**Your task**
Within the records, which lines hold the string "Avenida"? Report each one by copying it.

**Dataset excerpts**
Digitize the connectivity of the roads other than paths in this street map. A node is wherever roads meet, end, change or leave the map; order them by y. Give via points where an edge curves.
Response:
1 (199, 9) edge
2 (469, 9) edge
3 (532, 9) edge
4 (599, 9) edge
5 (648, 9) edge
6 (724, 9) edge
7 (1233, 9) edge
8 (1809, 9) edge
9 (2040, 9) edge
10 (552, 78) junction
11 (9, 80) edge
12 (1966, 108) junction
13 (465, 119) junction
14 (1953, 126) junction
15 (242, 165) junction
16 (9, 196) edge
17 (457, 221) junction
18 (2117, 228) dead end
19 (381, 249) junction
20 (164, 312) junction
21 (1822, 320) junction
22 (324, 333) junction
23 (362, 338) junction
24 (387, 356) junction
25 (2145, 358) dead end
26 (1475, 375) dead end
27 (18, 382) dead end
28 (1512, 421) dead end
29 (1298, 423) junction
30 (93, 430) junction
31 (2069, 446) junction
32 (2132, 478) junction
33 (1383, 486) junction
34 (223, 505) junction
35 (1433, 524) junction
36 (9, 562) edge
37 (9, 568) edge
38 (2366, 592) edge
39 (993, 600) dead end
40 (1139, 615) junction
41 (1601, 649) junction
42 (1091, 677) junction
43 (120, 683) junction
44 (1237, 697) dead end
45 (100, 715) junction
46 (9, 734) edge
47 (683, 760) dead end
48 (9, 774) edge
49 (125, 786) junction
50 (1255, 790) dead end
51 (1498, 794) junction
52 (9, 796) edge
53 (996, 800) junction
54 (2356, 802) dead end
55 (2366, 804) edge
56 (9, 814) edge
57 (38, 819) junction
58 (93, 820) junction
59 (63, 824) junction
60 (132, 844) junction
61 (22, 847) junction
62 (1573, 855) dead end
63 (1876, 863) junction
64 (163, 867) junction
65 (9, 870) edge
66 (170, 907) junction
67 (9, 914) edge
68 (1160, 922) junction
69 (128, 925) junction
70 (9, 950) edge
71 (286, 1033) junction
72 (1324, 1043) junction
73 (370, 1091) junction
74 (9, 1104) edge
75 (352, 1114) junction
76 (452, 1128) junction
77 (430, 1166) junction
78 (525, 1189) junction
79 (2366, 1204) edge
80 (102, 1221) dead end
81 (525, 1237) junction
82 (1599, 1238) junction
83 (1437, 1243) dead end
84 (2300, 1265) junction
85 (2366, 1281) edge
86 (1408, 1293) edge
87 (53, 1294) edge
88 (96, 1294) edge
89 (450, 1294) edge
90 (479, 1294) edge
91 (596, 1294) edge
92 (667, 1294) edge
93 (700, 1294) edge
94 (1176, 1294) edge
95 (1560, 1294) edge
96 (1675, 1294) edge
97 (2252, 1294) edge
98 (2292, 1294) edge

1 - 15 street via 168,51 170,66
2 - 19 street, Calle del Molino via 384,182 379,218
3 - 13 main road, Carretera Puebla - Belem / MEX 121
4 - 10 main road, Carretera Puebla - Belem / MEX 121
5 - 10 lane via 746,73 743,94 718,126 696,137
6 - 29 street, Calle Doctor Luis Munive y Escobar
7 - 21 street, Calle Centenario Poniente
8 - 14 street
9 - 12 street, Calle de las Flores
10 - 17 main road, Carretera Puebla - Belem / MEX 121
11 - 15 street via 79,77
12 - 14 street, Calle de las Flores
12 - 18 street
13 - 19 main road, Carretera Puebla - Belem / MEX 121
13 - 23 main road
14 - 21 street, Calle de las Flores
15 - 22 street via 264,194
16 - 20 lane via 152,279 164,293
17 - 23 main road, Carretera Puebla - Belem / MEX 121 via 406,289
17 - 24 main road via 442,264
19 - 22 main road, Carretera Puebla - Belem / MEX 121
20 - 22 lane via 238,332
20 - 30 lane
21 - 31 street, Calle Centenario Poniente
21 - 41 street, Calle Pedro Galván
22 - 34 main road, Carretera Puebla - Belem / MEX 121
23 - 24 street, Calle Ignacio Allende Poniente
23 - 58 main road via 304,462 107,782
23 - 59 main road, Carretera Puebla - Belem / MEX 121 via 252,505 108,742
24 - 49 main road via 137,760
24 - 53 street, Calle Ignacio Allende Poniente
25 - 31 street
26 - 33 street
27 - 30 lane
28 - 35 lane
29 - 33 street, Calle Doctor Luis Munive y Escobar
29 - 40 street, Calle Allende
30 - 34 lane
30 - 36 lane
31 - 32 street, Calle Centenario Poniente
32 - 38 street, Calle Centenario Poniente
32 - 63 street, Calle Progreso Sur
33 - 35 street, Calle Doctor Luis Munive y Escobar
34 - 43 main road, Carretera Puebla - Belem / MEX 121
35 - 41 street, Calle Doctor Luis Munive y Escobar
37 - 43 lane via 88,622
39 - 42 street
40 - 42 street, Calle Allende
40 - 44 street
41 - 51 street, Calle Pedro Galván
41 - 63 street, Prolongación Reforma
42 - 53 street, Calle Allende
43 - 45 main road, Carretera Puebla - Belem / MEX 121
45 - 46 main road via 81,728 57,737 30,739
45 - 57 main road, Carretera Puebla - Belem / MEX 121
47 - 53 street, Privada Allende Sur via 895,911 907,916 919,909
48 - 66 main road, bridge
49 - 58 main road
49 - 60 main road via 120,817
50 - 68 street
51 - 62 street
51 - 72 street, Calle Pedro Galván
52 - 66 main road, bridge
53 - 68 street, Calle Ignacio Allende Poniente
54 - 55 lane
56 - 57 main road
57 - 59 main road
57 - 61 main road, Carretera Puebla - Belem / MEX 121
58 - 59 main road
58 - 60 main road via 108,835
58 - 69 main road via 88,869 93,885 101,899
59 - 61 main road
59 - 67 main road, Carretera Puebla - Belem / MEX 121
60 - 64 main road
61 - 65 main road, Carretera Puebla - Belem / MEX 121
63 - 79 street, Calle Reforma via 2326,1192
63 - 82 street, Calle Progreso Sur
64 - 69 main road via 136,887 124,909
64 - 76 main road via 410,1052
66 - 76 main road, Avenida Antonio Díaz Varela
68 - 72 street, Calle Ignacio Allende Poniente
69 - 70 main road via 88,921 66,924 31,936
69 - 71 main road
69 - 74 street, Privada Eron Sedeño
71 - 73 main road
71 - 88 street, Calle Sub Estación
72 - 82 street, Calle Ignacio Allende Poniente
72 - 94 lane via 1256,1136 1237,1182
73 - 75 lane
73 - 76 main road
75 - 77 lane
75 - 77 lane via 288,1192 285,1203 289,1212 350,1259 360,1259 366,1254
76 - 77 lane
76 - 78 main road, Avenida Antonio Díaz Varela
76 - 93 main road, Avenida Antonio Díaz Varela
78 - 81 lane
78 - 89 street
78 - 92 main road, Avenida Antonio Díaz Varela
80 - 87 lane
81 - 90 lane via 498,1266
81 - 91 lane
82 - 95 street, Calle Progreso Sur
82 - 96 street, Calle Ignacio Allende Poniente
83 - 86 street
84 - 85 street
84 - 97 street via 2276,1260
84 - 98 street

**Reply**
66 - 76 main road, Avenida Antonio Díaz Varela
76 - 78 main road, Avenida Antonio Díaz Varela
76 - 93 main road, Avenida Antonio Díaz Varela
78 - 92 main road, Avenida Antonio Díaz Varela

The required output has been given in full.